§ DATA
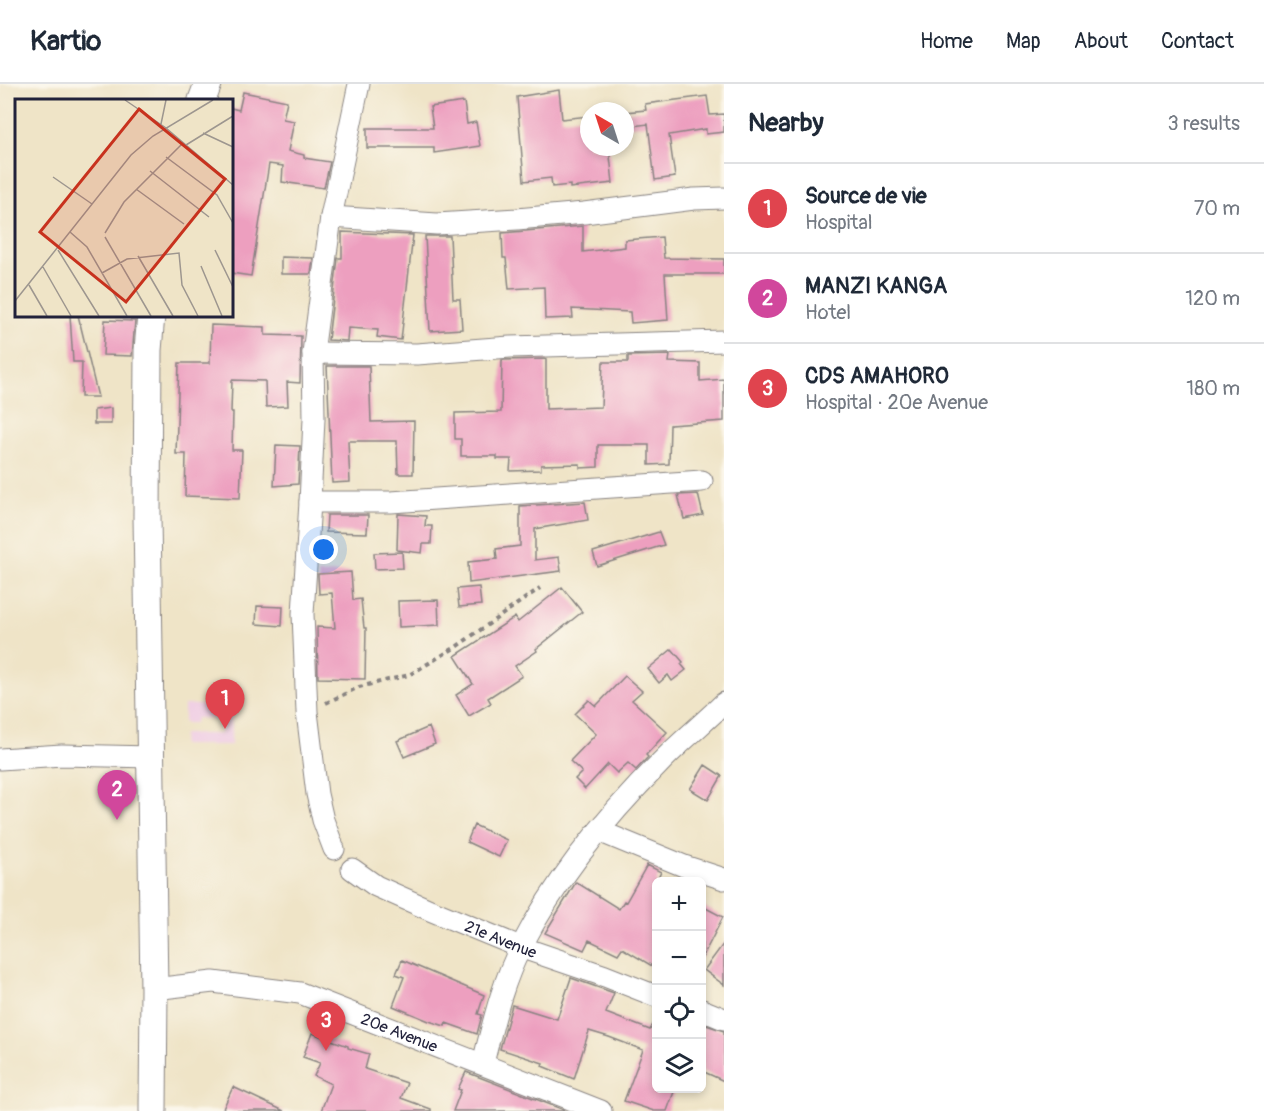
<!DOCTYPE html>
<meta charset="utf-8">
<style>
body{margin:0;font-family:Pangolin,sans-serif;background:#f2f2f3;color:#1f2937}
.controls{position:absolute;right:18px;bottom:18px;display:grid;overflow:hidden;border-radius:9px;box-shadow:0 3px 9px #0003}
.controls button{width:54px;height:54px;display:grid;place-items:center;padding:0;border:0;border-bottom:2px solid #e0e1e3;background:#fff;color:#1f2937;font:30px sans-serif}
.compass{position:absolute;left:580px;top:18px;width:54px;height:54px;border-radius:50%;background:#fff;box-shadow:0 3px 9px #0003;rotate:321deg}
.you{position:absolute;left:324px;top:466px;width:21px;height:21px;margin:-15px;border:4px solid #fff;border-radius:50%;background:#1a73e8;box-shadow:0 0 0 9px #1a73e833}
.badge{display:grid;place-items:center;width:39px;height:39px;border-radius:50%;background:#c8321e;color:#fff;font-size:20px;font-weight:700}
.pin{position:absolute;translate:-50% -50px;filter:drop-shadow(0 2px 3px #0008)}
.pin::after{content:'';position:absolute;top:32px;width:21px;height:18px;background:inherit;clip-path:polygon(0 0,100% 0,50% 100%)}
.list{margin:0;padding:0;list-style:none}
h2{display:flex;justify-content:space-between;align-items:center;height:78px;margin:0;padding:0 24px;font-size:26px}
h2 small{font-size:20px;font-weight:400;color:#747a83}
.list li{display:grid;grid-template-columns:39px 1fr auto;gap:18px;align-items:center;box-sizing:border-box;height:90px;padding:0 24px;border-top:2px solid #e0e1e3}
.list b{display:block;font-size:22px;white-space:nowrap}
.list p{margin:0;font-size:20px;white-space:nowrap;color:#747a83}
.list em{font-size:20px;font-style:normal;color:#747a83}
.icon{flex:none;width:33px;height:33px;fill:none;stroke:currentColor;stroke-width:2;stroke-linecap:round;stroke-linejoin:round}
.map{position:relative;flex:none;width:724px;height:1027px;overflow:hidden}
header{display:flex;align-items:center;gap:36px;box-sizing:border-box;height:84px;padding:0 30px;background:#fff;border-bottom:2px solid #e0e1e3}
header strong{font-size:28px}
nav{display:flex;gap:33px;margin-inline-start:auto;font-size:21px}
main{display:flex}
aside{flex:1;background:#fff}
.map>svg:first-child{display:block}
.built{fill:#f0d0e4}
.building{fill:#ed9fbf}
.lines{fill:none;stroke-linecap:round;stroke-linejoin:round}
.minor-casing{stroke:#888381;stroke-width:23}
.major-casing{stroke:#888381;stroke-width:29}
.path{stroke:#888381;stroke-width:4;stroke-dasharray:4.5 4.5;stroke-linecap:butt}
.minor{stroke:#fff;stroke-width:21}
.major{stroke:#fff;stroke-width:27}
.labels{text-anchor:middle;stroke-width:4.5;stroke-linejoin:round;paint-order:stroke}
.street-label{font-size:16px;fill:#22223b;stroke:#fbf7ec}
.inset-road{fill:none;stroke:#9d968f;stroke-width:1.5}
.view{fill:#c8321e;fill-opacity:0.15;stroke:#c8321e;stroke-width:3}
.inset-edge{fill:none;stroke:#22223b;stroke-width:3}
</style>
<header>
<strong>Kartio</strong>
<nav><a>Home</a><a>Map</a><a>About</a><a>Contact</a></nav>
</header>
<main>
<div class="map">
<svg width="724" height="1027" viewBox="0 0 724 1027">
<rect width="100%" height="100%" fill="#fbf7ec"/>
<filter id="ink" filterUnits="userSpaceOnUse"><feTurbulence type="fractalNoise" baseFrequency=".0167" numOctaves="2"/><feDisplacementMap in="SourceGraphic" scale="12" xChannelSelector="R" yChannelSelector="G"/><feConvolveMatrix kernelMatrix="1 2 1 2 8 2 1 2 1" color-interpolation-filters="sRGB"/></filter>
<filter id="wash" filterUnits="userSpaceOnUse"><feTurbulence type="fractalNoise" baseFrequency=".008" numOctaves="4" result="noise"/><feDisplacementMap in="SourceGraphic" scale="24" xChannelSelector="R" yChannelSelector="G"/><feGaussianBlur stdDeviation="1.35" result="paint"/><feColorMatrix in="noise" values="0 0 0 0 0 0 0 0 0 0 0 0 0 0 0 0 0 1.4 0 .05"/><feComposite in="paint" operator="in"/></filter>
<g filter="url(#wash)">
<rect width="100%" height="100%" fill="#efe4c7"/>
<path class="built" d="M184,621H232L231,661H182L183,650H220V635L196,634L195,639H184Z"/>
<g id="blocks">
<path class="building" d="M559,6L562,35L589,32V63H609L613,99L570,104V101L552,103L551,94L524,97L517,13Z
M243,8L287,17L283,35L294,37L288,67L304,71V74L330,78L324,104L282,98L283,82L269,80L251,192L231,189V24L239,26Z
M707,12L710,31L724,30V48L706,50V45L669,51L675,93L655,96L648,40L625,43V28L646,26L645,20Z
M464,18L467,40L476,38L480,62L434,69V64H367V44H433L430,23Z
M583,142V168L625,163V156L662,153L664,174L724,175V190H665L668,236L631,239L630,228L572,225L573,234L545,235L544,203L509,205L506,174H503L502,149Z
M342,148L413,151L401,256L377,253L378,246L348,244L347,257L328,256L338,174H342Z
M425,152H450L453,215H460L462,245L430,247Z
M281,173L313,174L311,190H281Z
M70,231H78L98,313H81L82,278H73Z
M105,236L135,237L132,272L103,271Z
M211,241L265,243V251L301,252L300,299L287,298L288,322L266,323L265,297L232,296L231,328H233L232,366H242L240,414L185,412L186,370H176L179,279H210Z
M670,271L669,278L700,279V297L724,295V337L670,341L669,380L649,381V361H598V383L580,384V380L541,381V386L510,387L511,375H497V372H461V355H455V329L501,328L502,276L546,275V325L601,323L603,278H628V272Z
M327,282H369L371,338L414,337L413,390H398L397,357H348L350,398L332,399Z
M111,324V340H94V326Z
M276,361L300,362L298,400L274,402Z
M698,410L703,431L684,435L678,411Z
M585,418L588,436L535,445V476L559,473L561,487L469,499L468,478L497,475L496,465L520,462V422Z
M398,430L426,432L425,442H432L431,460H423L422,469L397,466Z
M327,431H368L367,449L326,448Z
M659,448L664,461L597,482L593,468Z
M402,468L403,484L375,485L374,469Z
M351,488L353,516L361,515L364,544H366L365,595L318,594L317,543L335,544L332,509L319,510L318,490Z
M479,503L481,521L459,523L457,505Z
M562,503L582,528L536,565L537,567L515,582L522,592L488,614L491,619L469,632L456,611L473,600L455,572L515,533L518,538Z
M438,516L439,541L399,543L398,517Z
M257,522L283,523L282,542L256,540Z
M672,565L683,578L681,580L686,586L672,597L668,591L659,599L648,585Z
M625,592L642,607L632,616L667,648L646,671L648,673L636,686L628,679L617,689L608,680L585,705L575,695L582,688L570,677L596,650L575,630L589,616L596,622Z
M429,643L435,660L404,673L397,657Z
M705,681L722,692L708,716L690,705Z
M474,741L507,756L499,773L467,758Z
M647,781L661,788L657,796V885L622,864L618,870L589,856L584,866L545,849L576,798L619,825L624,817L626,818Z
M702,822L723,833L702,874Z
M724,859V901L704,886Z
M402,876L484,911L478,930L482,931L477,950L446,939L445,942L429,937L393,922L404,893L396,890Z
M571,894L614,909L606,929L650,946L657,933V1005H675L667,1027H654L624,1017L643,966L609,953L589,947L574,995L542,982L543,979L500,965L512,921L557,935Z
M703,940L724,947V997L702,987Z
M312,949L348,962V964L369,970L365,985L407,999L401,1014L431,1025V1027H321L331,1000L314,992L320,979L303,973Z
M466,988L564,1026V1027H453L461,1006L458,1005Z
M233,1003L284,1027H222Z"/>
</g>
</g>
<g filter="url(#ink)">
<use href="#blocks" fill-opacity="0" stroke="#888381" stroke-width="1.5"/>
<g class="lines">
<defs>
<g id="minor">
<path d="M331,133L437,140L517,135L584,129L694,115L724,114"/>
<path d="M313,269L417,270L510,263L724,257"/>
<path d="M310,418H391L702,397"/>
<path d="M0,675L62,671L151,673"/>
<path d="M599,747L684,782L724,795"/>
<path d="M334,765L323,736L317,710L307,628L303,530L310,418L314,335L313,269L331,133L359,0"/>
<path id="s1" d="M352,785L376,802L430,826L520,863L605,892L656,912"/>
<path id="s2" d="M154,905L213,898L300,909L601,1027"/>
<path d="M702,926L724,935"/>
<path d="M483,979C493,940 502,899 521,863C556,795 607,732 661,678C681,657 704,639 724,619"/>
</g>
<path id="major" d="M202,16L208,0
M151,231L148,266L147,432L154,905L153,1027"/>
</defs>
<use href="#minor" class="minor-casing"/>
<use href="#major" class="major-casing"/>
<path class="path" d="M326,619L359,603L409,591L456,563L540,504"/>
<use href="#minor" class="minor"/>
<use href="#major" class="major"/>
</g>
</g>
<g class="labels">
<g class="street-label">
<text dy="6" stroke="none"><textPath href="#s1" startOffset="165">21e Avenue</textPath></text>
<text dy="6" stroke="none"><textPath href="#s2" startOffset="254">20e Avenue</textPath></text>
</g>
</g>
<g transform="translate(15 15)">
<rect width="218" height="218" fill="#efe4c7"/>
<path class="inset-road" d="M110,1L151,29L218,86M146,25L151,1M188,34L218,48M171,46L218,17M151,58L202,96L218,124M135,72L194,118M38,78L77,105M121,90L169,125M55,133L72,148L112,217M90,134L109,103L168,44M90,138L136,217M43,151L84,217M200,151L218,188M123,157L158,217M186,167L207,217M28,168L56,217M87,174L112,160L164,154L167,186L183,217M14,186L32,217M0,202L116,56L138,37L198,1"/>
<path class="view" d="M124,10L210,80L111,203L25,133Z"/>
<rect width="218" height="218" class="inset-edge"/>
</g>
</svg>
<div class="controls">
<button>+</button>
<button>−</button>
<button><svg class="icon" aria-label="locate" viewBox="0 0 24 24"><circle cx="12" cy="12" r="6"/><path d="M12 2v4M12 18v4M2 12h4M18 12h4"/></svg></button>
<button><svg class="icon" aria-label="layers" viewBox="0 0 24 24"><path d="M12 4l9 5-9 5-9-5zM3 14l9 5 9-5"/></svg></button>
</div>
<svg class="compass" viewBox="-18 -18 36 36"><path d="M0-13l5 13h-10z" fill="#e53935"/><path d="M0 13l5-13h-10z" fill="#747a83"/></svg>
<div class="you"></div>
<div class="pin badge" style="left:225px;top:645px;background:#e0444e">1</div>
<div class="pin badge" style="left:117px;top:736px;background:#d1479c">2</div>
<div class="pin badge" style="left:326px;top:967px;background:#e0444e">3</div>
</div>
<aside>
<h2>Nearby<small>3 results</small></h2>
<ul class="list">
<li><span class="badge" style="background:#e0444e">1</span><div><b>Source de vie</b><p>Hospital</p></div><em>70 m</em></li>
<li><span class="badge" style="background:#d1479c">2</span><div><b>MANZI KANGA</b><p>Hotel</p></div><em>120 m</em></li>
<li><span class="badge" style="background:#e0444e">3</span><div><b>CDS AMAHORO</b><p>Hospital · 20e Avenue</p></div><em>180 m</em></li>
</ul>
</aside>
</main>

§ WHAT THE EXERCISE ASKS
Each line holding "compass" in the records should be copied out.

§ RESPONSE AREA
.compass{position:absolute;left:580px;top:18px;width:54px;height:54px;border-radius:50%;background:#fff;box-shadow:0 3px 9px #0003;rotate:321deg}
<svg class="compass" viewBox="-18 -18 36 36"><path d="M0-13l5 13h-10z" fill="#e53935"/><path d="M0 13l5-13h-10z" fill="#747a83"/></svg>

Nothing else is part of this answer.